PROVIDED RECORDS:
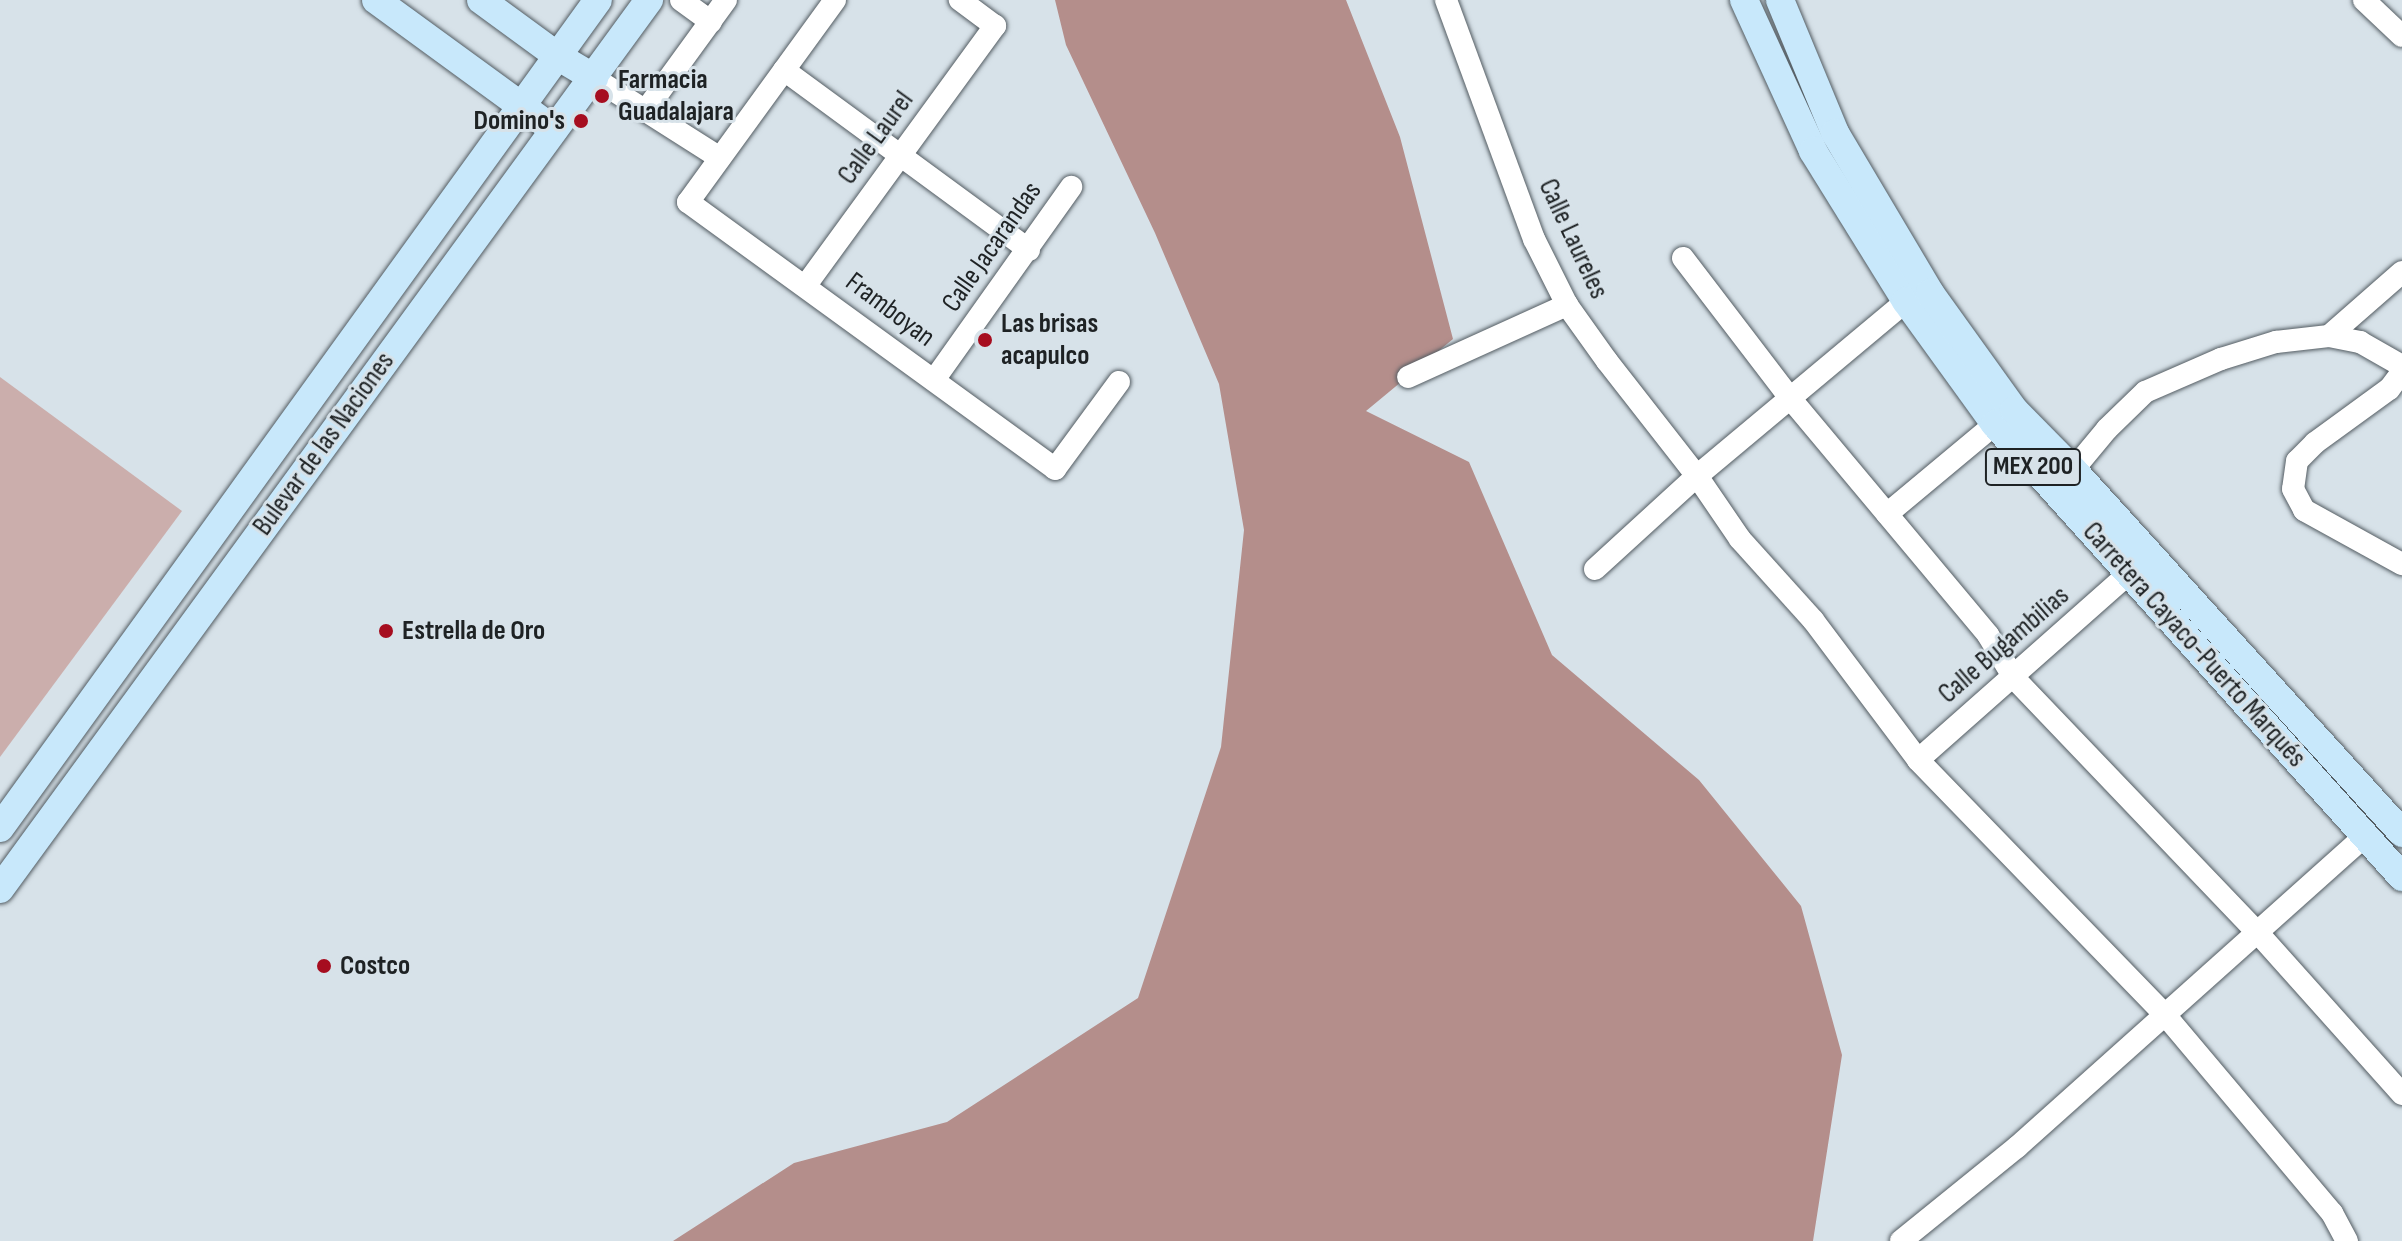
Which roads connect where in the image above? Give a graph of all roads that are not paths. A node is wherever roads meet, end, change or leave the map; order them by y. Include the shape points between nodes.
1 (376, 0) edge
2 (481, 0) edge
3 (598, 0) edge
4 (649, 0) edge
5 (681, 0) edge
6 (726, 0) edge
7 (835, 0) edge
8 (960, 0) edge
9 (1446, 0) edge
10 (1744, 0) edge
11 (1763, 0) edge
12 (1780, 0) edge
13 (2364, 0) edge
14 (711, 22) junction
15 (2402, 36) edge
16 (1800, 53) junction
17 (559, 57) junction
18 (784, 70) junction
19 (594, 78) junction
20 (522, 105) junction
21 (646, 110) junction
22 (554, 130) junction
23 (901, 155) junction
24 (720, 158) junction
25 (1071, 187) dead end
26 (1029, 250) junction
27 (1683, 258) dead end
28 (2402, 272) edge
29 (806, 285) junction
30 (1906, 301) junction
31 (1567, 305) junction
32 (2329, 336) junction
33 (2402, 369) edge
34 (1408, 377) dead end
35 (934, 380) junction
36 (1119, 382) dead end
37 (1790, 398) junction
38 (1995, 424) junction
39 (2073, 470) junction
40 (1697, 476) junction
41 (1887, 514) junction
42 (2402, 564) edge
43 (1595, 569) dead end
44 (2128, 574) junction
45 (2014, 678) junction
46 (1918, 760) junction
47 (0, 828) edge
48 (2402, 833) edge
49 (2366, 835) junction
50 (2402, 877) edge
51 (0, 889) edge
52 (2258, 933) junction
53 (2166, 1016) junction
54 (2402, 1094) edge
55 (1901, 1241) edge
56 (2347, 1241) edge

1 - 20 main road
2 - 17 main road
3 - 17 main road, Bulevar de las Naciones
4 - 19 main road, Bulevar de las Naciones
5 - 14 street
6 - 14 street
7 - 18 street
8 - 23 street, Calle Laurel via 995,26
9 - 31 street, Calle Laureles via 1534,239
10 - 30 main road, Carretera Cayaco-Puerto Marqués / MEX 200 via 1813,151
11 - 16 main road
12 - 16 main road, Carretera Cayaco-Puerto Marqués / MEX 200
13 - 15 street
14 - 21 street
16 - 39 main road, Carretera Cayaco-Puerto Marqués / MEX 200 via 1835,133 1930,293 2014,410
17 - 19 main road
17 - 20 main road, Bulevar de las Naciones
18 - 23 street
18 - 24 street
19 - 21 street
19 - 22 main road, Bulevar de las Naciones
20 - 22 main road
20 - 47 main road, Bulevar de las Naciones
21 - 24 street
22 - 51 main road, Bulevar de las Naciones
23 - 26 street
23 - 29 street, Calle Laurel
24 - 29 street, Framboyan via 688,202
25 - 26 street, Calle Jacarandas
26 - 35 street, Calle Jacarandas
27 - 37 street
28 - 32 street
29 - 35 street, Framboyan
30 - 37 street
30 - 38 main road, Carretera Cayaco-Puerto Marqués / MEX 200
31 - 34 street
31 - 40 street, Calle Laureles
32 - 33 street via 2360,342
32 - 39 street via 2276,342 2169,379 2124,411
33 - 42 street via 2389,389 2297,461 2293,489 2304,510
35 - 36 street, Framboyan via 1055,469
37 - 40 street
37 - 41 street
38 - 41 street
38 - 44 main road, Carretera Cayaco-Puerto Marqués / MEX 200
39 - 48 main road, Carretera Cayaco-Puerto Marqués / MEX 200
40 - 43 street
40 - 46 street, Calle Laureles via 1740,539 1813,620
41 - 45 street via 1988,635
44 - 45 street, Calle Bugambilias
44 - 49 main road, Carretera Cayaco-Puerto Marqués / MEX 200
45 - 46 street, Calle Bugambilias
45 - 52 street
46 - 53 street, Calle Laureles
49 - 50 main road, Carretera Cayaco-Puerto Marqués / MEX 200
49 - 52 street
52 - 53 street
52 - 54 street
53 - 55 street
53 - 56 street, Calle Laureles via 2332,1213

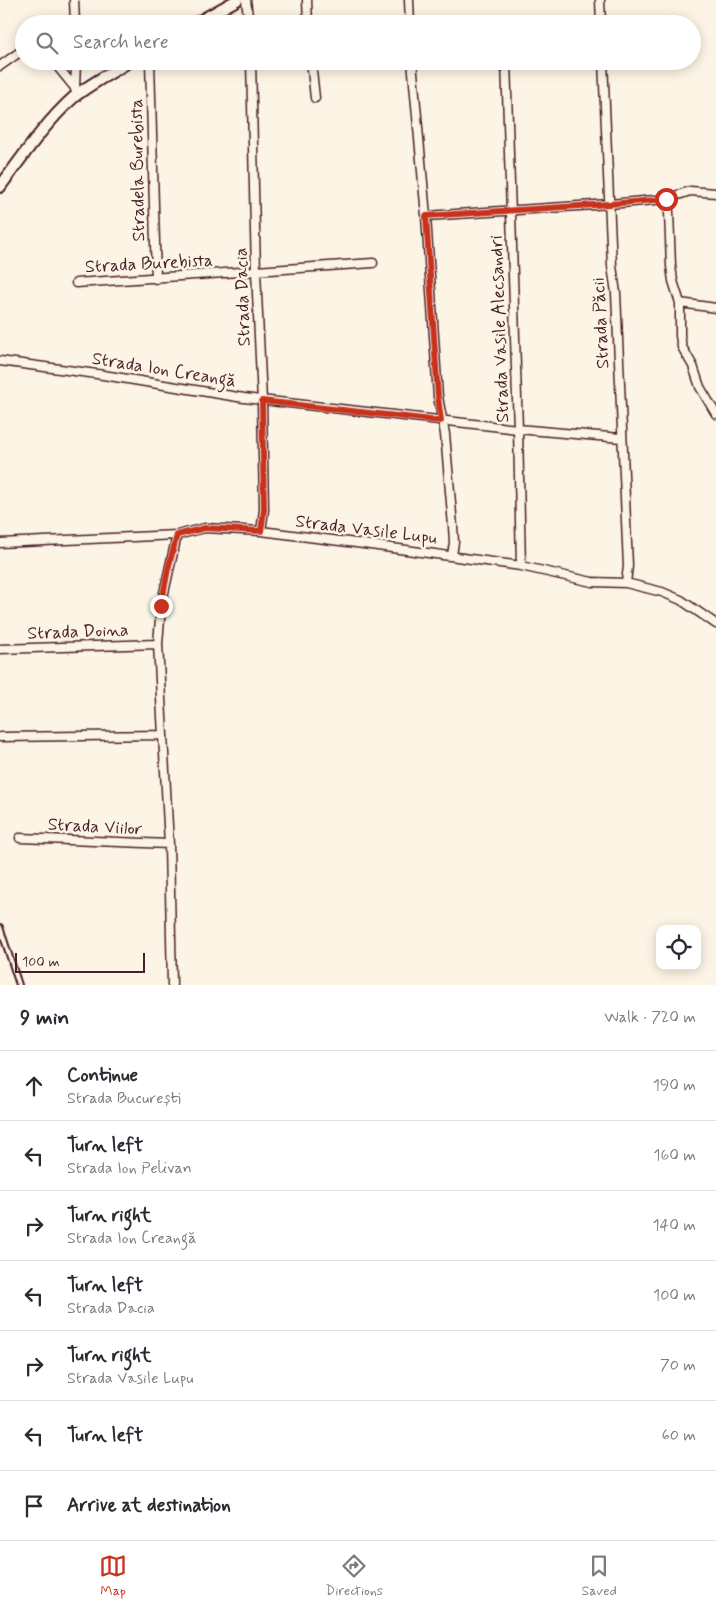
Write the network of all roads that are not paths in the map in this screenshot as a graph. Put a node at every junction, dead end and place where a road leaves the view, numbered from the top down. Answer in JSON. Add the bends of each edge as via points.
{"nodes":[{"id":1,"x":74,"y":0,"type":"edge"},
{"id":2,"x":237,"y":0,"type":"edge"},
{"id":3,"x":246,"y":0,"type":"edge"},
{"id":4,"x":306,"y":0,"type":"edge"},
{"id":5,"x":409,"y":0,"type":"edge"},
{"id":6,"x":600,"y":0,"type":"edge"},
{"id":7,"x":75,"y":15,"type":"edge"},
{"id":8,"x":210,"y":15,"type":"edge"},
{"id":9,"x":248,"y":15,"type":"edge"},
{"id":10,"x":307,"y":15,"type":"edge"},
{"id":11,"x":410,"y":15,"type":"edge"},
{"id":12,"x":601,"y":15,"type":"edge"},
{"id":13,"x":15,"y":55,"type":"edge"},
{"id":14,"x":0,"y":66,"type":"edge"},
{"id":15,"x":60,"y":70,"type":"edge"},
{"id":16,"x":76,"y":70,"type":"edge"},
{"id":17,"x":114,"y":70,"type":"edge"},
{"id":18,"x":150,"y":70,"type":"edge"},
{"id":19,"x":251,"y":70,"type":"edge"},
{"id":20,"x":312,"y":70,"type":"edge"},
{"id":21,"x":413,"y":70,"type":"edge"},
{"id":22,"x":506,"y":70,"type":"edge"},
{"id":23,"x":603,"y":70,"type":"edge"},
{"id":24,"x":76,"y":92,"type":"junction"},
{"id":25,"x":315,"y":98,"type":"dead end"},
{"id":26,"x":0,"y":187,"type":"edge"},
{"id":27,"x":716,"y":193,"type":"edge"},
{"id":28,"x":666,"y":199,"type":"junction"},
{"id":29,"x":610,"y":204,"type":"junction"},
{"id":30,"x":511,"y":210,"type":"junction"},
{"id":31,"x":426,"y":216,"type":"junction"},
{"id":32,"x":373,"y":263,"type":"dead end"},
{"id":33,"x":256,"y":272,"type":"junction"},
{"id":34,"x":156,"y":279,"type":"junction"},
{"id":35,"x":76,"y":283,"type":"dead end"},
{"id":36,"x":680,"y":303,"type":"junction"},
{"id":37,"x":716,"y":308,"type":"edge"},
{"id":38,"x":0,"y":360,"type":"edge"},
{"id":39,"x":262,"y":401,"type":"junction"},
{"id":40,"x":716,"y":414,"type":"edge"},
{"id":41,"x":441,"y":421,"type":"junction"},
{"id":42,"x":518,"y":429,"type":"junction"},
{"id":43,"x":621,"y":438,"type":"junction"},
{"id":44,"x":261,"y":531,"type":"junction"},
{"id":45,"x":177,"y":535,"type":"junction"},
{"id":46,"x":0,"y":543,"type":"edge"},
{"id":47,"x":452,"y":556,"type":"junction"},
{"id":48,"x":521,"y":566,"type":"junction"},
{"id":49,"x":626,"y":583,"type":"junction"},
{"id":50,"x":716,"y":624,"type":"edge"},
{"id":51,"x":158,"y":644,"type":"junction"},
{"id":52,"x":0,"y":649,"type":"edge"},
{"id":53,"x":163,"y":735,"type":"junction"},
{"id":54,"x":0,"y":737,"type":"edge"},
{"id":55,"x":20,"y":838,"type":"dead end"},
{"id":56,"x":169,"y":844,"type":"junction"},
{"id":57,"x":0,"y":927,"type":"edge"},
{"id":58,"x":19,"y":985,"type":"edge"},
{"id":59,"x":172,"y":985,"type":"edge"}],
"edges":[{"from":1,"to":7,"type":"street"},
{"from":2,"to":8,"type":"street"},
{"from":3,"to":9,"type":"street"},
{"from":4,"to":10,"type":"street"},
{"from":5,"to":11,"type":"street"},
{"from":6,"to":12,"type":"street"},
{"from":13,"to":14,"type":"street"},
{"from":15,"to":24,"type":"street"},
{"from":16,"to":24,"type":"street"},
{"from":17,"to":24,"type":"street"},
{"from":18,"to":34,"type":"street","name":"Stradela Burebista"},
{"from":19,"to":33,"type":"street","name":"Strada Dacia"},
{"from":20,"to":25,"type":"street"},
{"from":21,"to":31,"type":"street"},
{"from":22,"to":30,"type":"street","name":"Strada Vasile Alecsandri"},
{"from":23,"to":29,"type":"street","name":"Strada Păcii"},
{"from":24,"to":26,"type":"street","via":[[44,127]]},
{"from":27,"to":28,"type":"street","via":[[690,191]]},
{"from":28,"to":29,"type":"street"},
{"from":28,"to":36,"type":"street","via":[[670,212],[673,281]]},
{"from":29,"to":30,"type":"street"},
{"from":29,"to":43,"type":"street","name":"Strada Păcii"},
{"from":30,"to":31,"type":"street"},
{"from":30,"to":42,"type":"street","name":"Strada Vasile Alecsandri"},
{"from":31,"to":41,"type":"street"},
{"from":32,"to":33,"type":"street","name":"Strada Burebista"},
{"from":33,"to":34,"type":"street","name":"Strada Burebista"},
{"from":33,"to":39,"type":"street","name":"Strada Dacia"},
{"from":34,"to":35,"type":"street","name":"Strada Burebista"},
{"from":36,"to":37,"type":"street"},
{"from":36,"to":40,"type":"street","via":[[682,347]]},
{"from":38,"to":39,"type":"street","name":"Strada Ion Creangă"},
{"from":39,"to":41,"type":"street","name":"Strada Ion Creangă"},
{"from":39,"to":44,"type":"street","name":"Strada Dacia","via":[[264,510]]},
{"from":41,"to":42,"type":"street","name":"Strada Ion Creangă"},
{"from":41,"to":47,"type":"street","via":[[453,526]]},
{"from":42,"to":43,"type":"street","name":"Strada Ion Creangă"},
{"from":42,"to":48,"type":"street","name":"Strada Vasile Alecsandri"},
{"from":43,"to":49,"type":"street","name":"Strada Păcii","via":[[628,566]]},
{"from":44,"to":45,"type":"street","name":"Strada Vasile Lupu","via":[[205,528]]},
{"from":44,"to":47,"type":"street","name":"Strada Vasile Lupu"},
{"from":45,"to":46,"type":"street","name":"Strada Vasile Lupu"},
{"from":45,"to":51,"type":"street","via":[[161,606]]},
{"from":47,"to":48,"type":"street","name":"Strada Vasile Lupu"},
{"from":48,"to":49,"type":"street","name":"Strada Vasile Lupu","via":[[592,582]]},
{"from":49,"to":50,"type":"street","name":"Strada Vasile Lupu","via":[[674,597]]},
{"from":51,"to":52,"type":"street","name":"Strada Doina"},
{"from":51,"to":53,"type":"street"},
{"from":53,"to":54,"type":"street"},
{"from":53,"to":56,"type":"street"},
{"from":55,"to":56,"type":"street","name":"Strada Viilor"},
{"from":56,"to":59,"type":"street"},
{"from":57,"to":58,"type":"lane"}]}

TASK GOAL:
Look through the listing and extract every line with "Laureles" in it.

ANSWER FOR THIS EXERCISE:
9 - 31 street, Calle Laureles via 1534,239
31 - 40 street, Calle Laureles
40 - 46 street, Calle Laureles via 1740,539 1813,620
46 - 53 street, Calle Laureles
53 - 56 street, Calle Laureles via 2332,1213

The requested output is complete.